Commento

Nicola Porro sulle recenti ipocrisie della sinistra italiana

Giustizia, immigrazione, corruzione a sinistra: se ne occupa Nicola Porro che in Gli altarini della sinistra (Piemme 2023) mette a nudo come il giustificazionismo etico, la pulsione autoassolutoria e la supponenza siano diventati lo stile di molti progressisti in Italia. Non mancano le battute graffianti, in linguaggio canzonatorio e polemico, nello stile del giornalista tv. La liturgia della sinistra, afferma Porro – che non si cura di fare grossi distinguo – è costantemente impegnata ad assolvere se stessa. «Non c’è nulla di più detestabile di questo tic della sinistra, e cioè di voler insegnare agli altri il senso dei propri errori». Non mancano, a principio del libro, i riferimenti all’ideologia liberale, cara a Nicola Porro. «Il liberale, al contrario, ha o dovrebbe avere sempre in mente la forza del proprio errore, perché sa che chi agisce può sbagliare e che dal prenderne atto può iniziare un cambiamento».
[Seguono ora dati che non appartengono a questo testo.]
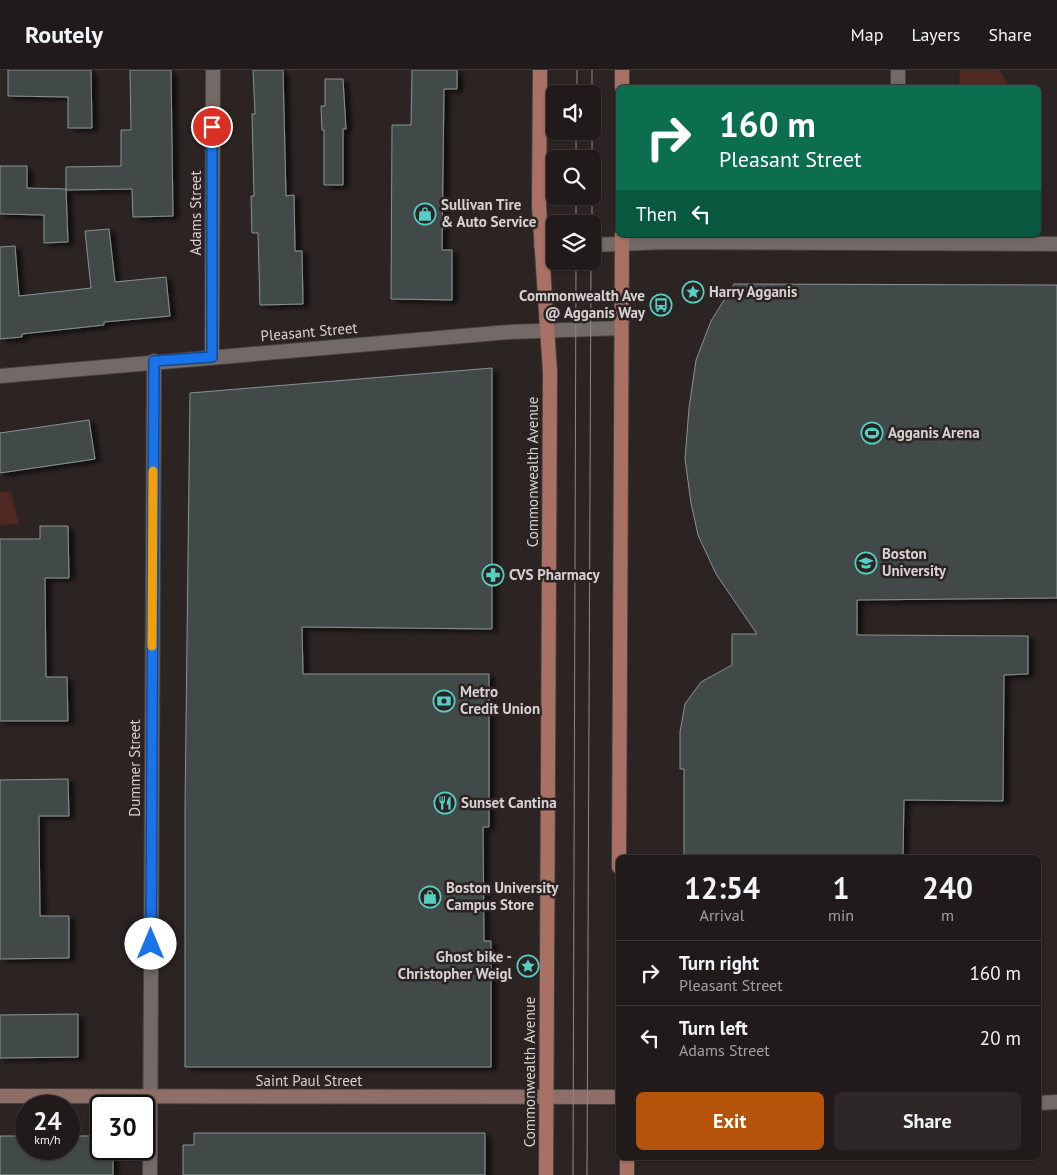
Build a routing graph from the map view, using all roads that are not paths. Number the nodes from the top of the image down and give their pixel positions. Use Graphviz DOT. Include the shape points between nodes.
graph roads {
  1 [pos="213,70"];
  2 [pos="540,70"];
  3 [pos="622,70"];
  4 [pos="898,70"];
  5 [pos="622,85"];
  6 [pos="898,85"];
  7 [pos="622,240"];
  8 [pos="898,240"];
  9 [pos="601,244"];
  10 [pos="1057,244"];
  11 [pos="540,245"];
  12 [pos="546,245"];
  13 [pos="621,328"];
  14 [pos="547,330"];
  15 [pos="212,357"];
  16 [pos="154,361"];
  17 [pos="0,376"];
  18 [pos="619,855"];
  19 [pos="150,1095"];
  20 [pos="0,1096"];
  21 [pos="90,1097"];
  22 [pos="155,1097"];
  23 [pos="616,1097"];
  24 [pos="547,1098"];
  25 [pos="1057,1102"];
  26 [pos="1041,1103"];
  27 [pos="150,1160"];
  28 [pos="627,1160"];
  29 [pos="150,1175"];
  30 [pos="546,1175"];
  31 [pos="627,1175"];
  1 -- 15 [label="street, Adams Street"];
  2 -- 11 [label="main road, Commonwealth Avenue"];
  3 -- 5 [label="main road"];
  4 -- 6 [label="street"];
  7 -- 8 [label="street"];
  7 -- 9 [label="street"];
  7 -- 13 [label="main road"];
  8 -- 10 [label="street"];
  11 -- 12 [label="street"];
  11 -- 14 [label="main road, Commonwealth Avenue"];
  13 -- 14 [label="street, Pleasant Street"];
  13 -- 18 [label="main road"];
  14 -- 15 [label="street, Pleasant Street"];
  14 -- 24 [label="main road, Commonwealth Avenue" via="550,372"];
  15 -- 16 [label="street, Pleasant Street"];
  16 -- 17 [label="street, Pleasant Street"];
  16 -- 19 [label="street, Dummer Street"];
  20 -- 21 [label="main road, Saint Paul Street"];
  22 -- 24 [label="main road, Saint Paul Street"];
  23 -- 24 [label="main road, Saint Paul Street"];
  24 -- 30 [label="main road, Commonwealth Avenue"];
  25 -- 26 [label="street"];
  27 -- 29 [label="street, Dummer Street"];
  28 -- 31 [label="main road"];
}
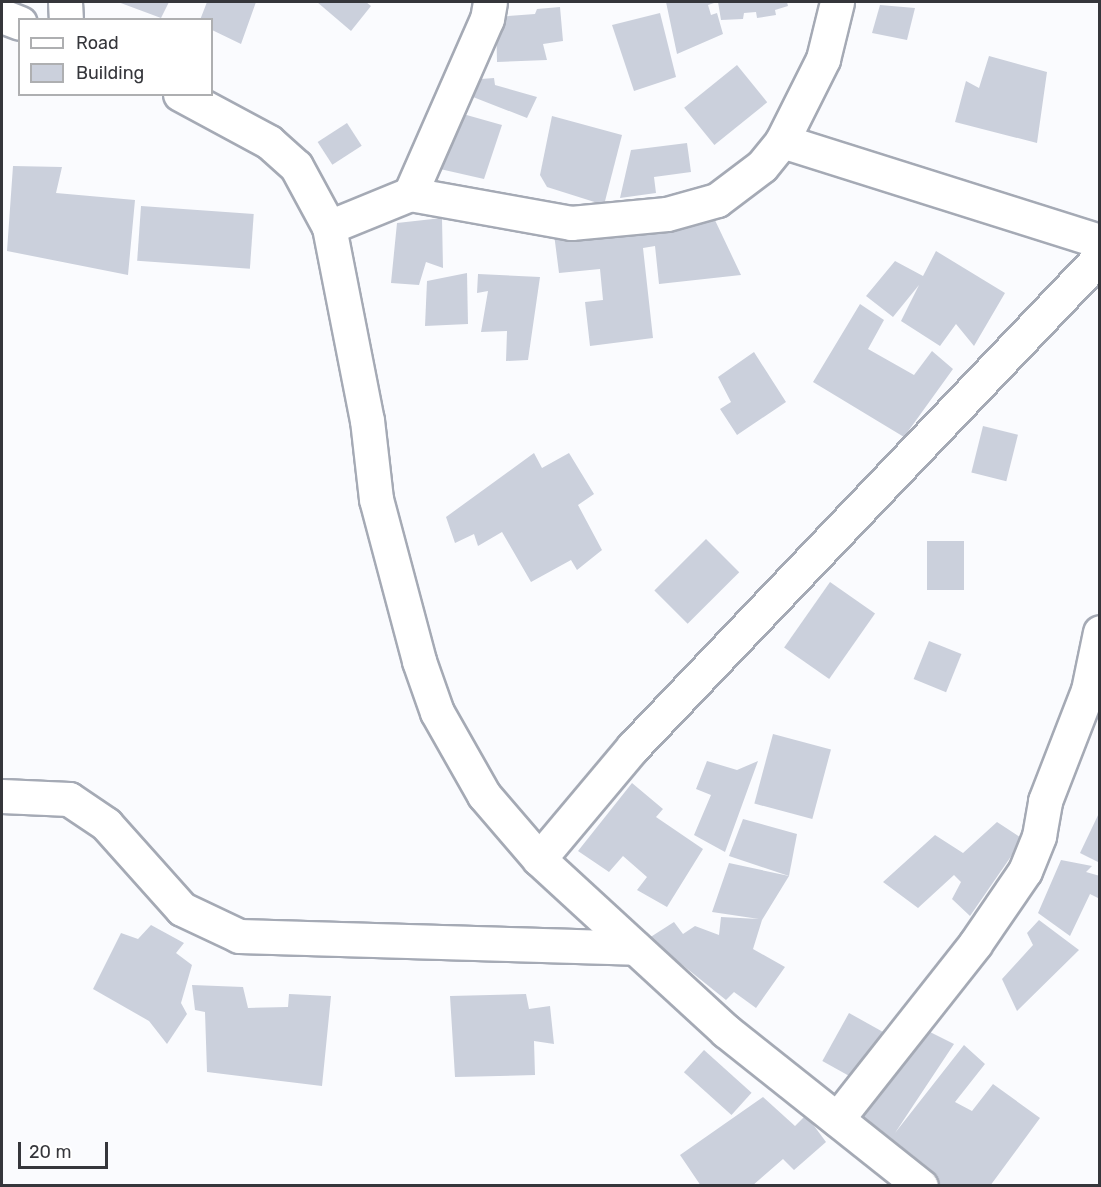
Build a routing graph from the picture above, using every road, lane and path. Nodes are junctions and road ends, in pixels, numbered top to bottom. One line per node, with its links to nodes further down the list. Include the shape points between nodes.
1 (65, 2): 5 (street)
2 (490, 2): 9 (street, via 487,19)
3 (837, 2): 8 (street, via 823,59)
4 (2, 16): 6 (street)
5 (66, 18)
6 (18, 22)
7 (184, 96): 10 (street, via 269,142 296,166)
8 (782, 141): 9 (street, via 762,166 717,200 667,214 571,223); 11 (street)
9 (410, 194): 10 (street)
10 (329, 227): 15 (street, via 367,420 376,500 419,661 437,712 484,795)
11 (1100, 241)
12 (1100, 257): 15 (street, via 633,747)
13 (1100, 632): 17 (street, via 1088,690 1046,801 1039,836 1025,871 975,944)
14 (2, 796): 16 (street, via 69,798 106,824 182,909 239,936)
15 (539, 859): 16 (street)
16 (635, 948): 17 (street, via 726,1031)
17 (837, 1119): 18 (street)
18 (921, 1185)

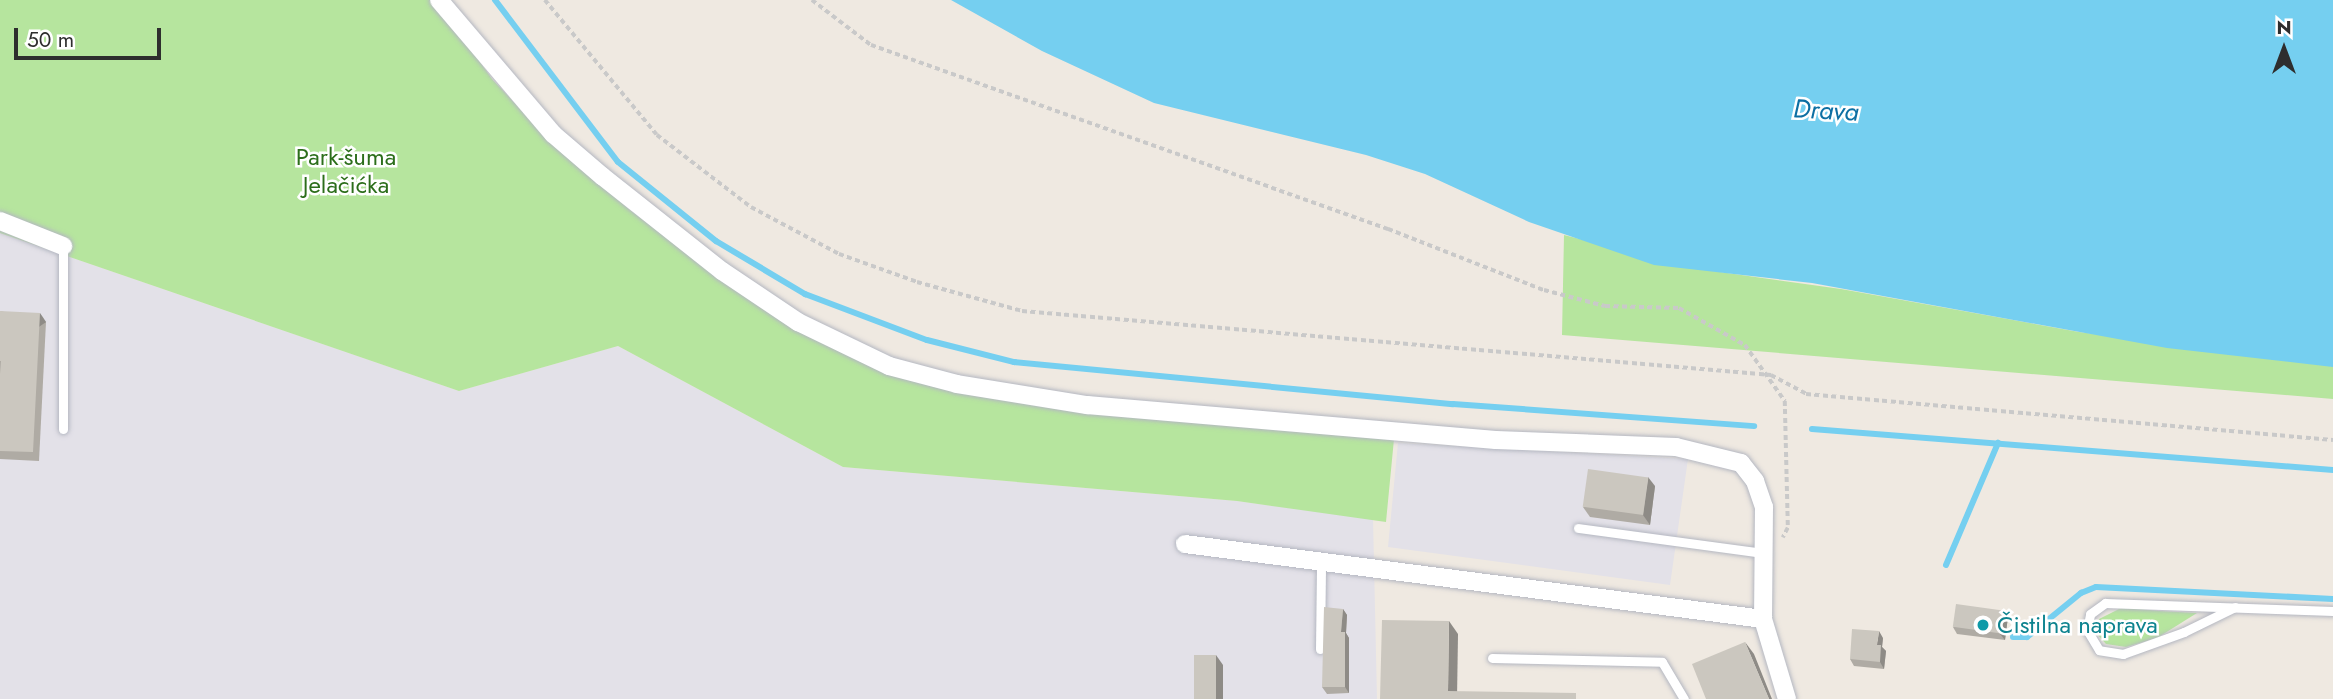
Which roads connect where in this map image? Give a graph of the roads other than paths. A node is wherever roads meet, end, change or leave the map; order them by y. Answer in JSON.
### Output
{"nodes":[{"id":1,"x":439,"y":0,"type":"edge"},
{"id":2,"x":0,"y":221,"type":"edge"},
{"id":3,"x":63,"y":246,"type":"joint"},
{"id":4,"x":63,"y":429,"type":"dead end"},
{"id":5,"x":1578,"y":528,"type":"dead end"},
{"id":6,"x":1185,"y":544,"type":"dead end"},
{"id":7,"x":1766,"y":554,"type":"junction"},
{"id":8,"x":1321,"y":561,"type":"junction"},
{"id":9,"x":2235,"y":607,"type":"junction"},
{"id":10,"x":2333,"y":611,"type":"edge"},
{"id":11,"x":1763,"y":619,"type":"junction"},
{"id":12,"x":1320,"y":649,"type":"edge"},
{"id":13,"x":1492,"y":658,"type":"dead end"},
{"id":14,"x":1684,"y":699,"type":"edge"},
{"id":15,"x":1787,"y":699,"type":"edge"}],
"edges":[{"from":1,"to":7,"type":"street"},
{"from":2,"to":3,"type":"street"},
{"from":3,"to":4,"type":"lane"},
{"from":5,"to":7,"type":"lane"},
{"from":6,"to":8,"type":"street"},
{"from":7,"to":11,"type":"street"},
{"from":8,"to":11,"type":"street"},
{"from":8,"to":12,"type":"lane"},
{"from":9,"to":9,"type":"lane"},
{"from":9,"to":10,"type":"lane"},
{"from":11,"to":15,"type":"street"},
{"from":13,"to":14,"type":"lane"}]}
Il liberale «pensa che affidare il cambiamento del proprio stile di vita e del proprio modello sociale, un hayekiano ordine spontaneo, a una pattuglia di burocrati, potrebbe rappresentare un grande rischio per le nostre libertà». Ecco il catalogo, più o meno stereotipato, delle ipocrisie. Il denaro considerato sterco del diavolo. I diritti dei più deboli devono essere supportati se e senza ma. Se qualcuno del partito viene scoperto con le mani nel sacco è un “compagno che sbaglia”. Il lockdown ha permesso alla natura di riprendersi le città. Lo slow food è meglio del cibo delle multinazionali. La censura è negativa, ma tutte le opinioni dissenzienti sono tacciate di negazionismo. Un tempo si amava la Russia e disprezzava l’America; oggi è il contrario. Si firmano petizioni e ci si impegna civilmente. La sinistra è seria e diligente. Apprezza le facoltà umanistiche. È laica.

Porro passa a descrivere una serie di episodi in cui la sinistra ha demonizzato i suoi avversari politici. Identifica l’arresto di Enzo Tortora come il punto di partenza della tendenza giustizialista. Da questo episodio si sono verificate le prove generali per la micidiale macchina da guerra accusatoria, poi affinata e utilizzata durante tre battaglie politiche cruciali della sinistra, sostiene l’autore. Mani Pulite, la trattativa Stato-mafia, i processi contro Silvio Berlusconi. Nessuno più di Camilla Cederna ha simboleggiato questa deriva nel secolo scorso. Giornalista glamour dei salotti, orchestrò una campagna diffamatoria contro il presidente Giovanni Leone, costringendolo a dimettersi a seguito del cosiddetto scandalo Lockheed. Cederna fu inoltre promotrice delle ottocento firme di condanna contro il commissario Luigi Calabresi, definito il “torturatore” e responsabile della morte di Giuseppe Pinelli.

Poi contro Tortora. «Mi pare che ci siano gli elementi per trovarlo colpevole: non si va ad ammanettare uno nel cuore della notte se non ci sono delle buone ragioni. Il personaggio non mi è mai piaciuto […]. Non dico che tutti quelli che hanno un successo di questo genere finiranno così, ma lui lo sta pagando in questo modo». In tutti e tre i casi Cederna aveva torto. Si passa poi al caso di Luigi Riserbato, del PM Marco Mescolini, di Bibbiano, di Massimo D’Alema per le intermediazioni delle vendite di armi alla Colombia, del Qatargate, di Aboubakar Soumahoro. Quest’ultimo, caso molto significativo, cozzava contro l’idea del Deputato «accolto come il messia, il paladino dei diritti degli ultimi, dei deboli, degli invisibili. Era una scommessa vincente, un evergreen, un asso nella manica». Spuntarono presto irregolarità connesse alla famiglia, lavoratori in nero, stipendi in ritardo. Silenzio a sinistra.

L’ultimo capitolo è dedicato all’ossessione climatica della sinistra. Secondo Nicola Porro, dietro al “green” c’è «un vasto tentativo di modificare gli usi, i costumi, le economie e finanche le vite di cittadini che vengono sempre più spesso trattati alla stregua di sudditi». Porro lo riallaccia alla questione liberale. «Invece di demonizzare le multinazionali, che fanno il loro legittimo interesse, dovremmo ragionare anche noi come una multinazionale […]. Difendere i nostri interessi in realtà sarebbe più semplice del previsto: occorrerebbe difendere la libertà di scelta del consumatore senza stabilire a monte cosa sia meglio per lui. La difesa del consumatore è stata una grande battaglia del liberalismo, ma anche del consumerismo liberal, cioè di sinistra, americano. Oggi sembra che si siano ribaltati i ruoli».